Deity name used in Greek mythology

Ephyra /ˈɛfərə/ (Ἐφύρα) or Ephyre /ˈɛfəriː/ (Ἐφύρη) was another name for ancient Corinth. It also refers to two figures in Greek mythology:
- Ephyra, one of the 3,000 Oceanids, water-nymph daughters of the Titans Oceanus and his sister-wife Tethys. Otherwise, she was called the daughter or wife of the Titan Epimetheus. Ephyra was the first to dwell in the land of Ephyrae, which was later called Corinth. In some accounts, her father was called Myrmex. Ephyra was sometimes attributed to be the mother of Aeetes by Helios.
- Ephyre, one of the 50 Nereids, sea-nymph daughters of the "Old Man of the Sea" Nereus and the Oceanid Doris. She was in the train of Cyrene along with her sister Opis, Deiopea and Arethusa. This Ephyra may be the same to the above Oceanid.

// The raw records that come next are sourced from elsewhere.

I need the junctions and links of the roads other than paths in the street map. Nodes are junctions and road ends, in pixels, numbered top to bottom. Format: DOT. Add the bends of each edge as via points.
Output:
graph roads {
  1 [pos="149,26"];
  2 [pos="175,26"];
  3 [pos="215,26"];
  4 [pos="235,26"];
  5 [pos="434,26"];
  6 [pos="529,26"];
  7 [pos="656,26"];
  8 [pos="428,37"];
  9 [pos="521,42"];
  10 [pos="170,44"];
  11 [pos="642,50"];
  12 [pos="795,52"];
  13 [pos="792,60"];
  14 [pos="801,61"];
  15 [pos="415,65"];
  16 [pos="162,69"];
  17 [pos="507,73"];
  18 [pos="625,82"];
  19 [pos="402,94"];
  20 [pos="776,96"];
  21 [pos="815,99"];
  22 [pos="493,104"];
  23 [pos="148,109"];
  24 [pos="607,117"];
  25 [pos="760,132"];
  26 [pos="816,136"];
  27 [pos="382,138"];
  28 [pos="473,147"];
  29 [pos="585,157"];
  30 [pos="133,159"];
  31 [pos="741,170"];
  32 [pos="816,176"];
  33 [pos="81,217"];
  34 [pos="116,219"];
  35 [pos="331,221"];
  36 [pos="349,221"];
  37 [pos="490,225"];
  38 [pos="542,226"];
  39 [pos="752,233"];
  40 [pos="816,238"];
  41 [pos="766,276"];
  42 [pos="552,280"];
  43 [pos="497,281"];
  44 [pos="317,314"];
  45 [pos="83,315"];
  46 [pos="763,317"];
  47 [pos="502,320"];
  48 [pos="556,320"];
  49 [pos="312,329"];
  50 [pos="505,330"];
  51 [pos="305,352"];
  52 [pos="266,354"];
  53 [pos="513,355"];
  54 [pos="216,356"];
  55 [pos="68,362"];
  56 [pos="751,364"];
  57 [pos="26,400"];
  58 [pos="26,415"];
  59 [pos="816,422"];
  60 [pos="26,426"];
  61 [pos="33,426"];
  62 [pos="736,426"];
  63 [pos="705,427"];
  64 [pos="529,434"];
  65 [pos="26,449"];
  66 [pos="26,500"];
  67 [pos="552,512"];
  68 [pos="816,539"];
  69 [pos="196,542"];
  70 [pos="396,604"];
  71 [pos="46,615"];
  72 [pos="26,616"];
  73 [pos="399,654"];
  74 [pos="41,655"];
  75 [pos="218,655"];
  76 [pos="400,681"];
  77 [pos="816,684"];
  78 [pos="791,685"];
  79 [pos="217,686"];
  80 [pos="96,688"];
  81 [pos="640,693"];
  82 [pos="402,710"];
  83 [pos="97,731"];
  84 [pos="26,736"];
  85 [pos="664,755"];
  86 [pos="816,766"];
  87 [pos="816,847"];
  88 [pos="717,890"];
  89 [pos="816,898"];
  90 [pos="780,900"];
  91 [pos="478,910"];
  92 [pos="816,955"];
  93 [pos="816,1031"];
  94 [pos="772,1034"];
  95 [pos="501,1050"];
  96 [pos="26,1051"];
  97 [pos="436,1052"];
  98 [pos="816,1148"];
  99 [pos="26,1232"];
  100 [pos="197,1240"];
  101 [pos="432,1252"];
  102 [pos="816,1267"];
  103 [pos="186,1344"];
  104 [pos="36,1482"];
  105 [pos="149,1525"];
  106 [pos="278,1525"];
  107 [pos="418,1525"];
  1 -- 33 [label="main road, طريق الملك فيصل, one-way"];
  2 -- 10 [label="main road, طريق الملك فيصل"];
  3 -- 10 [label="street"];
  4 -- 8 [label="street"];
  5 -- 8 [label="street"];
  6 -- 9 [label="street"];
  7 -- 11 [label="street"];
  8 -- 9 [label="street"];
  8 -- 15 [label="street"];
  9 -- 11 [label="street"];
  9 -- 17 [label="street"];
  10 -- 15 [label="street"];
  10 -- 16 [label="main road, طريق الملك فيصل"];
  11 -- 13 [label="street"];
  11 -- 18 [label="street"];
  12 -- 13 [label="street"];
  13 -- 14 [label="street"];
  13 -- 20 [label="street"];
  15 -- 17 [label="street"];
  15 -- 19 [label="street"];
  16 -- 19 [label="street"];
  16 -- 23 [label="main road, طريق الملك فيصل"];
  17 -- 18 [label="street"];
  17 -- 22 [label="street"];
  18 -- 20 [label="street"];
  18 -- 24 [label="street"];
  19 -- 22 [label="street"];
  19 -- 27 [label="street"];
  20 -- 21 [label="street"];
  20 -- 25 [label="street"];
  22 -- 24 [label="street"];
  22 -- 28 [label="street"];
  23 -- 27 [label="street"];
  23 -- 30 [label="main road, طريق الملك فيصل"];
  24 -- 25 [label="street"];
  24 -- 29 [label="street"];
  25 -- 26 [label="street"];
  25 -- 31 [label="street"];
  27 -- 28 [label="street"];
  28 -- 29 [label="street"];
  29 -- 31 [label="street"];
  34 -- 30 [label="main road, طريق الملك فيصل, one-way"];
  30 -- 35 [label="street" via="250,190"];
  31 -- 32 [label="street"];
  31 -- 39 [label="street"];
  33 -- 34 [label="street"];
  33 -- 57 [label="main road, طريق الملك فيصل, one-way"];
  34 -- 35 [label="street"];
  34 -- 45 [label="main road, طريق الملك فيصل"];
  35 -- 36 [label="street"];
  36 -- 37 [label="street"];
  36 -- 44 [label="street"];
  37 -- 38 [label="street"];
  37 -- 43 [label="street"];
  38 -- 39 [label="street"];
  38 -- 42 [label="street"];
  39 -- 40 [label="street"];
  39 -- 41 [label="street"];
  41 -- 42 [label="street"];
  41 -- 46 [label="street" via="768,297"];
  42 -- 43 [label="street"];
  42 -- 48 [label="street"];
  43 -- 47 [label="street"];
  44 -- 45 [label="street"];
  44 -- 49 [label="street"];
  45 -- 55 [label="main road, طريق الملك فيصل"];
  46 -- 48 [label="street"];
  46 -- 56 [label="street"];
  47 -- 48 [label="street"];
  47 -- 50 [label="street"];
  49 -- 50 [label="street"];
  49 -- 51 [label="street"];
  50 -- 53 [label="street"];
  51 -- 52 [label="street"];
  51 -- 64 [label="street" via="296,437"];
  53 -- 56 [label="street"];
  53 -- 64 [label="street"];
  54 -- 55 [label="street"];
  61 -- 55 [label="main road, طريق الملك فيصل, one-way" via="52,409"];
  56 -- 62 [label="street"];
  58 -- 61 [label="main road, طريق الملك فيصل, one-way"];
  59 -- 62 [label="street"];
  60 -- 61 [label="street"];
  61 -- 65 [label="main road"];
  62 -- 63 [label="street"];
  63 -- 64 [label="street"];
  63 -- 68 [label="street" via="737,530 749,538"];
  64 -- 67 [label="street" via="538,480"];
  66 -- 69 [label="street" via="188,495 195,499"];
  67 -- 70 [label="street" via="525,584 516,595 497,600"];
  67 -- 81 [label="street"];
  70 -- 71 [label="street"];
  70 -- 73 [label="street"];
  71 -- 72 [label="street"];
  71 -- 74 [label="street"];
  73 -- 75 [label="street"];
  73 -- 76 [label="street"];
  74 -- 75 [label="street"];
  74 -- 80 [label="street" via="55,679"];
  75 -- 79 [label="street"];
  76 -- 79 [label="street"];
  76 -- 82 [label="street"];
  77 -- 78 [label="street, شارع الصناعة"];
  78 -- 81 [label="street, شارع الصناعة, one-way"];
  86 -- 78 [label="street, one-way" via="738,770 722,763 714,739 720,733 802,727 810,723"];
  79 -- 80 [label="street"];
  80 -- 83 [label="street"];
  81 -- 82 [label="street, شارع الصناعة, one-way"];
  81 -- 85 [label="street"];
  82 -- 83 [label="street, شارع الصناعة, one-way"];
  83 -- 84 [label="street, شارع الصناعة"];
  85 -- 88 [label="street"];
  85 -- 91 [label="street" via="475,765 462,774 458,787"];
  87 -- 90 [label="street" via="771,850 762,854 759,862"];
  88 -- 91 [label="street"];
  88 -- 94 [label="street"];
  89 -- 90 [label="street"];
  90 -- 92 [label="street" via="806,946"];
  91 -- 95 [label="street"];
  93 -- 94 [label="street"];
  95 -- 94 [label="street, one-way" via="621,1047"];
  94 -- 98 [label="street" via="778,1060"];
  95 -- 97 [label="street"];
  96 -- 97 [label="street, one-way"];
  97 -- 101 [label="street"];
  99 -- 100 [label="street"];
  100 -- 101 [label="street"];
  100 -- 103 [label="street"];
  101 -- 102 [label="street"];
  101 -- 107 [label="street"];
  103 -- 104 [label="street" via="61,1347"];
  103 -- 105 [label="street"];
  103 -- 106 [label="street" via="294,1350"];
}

Cichyrus in Epirus was also known as Ephyra.

==Popular culture==
- In the game, Hades II (the sequel to Hades), "Ephyra" is the name of a City-state (a Polis) sacred to Hades & Persephone (parents of the protagonist, Melinoë), having been founded near a known entrance to the underworld (a Ploutonion similar to the Necromanteion of Acheron)--now overrun by the forces of Cronus, the titan of time (making it a necropolis). Possibly referring to modern-day Cranon, known as "Ephyra" back then, or the above-mentioned Corinth. Here, the 'helpful-hand' character for Melinoë while on her quest is her fellow sorceress (and a first-cousin, once-removed, due to the game-franchise Retconning Demeter and Helios as siblings) and an accomplished pharmakís, Lady Medea (a grand-daughter of Helios'), stationed up in Ephyra prior by Lady Hecate to be her eyes and ears there.
- In Greek mythology, Sisyphus was the founder and king of Ephyra (now known as Corinth).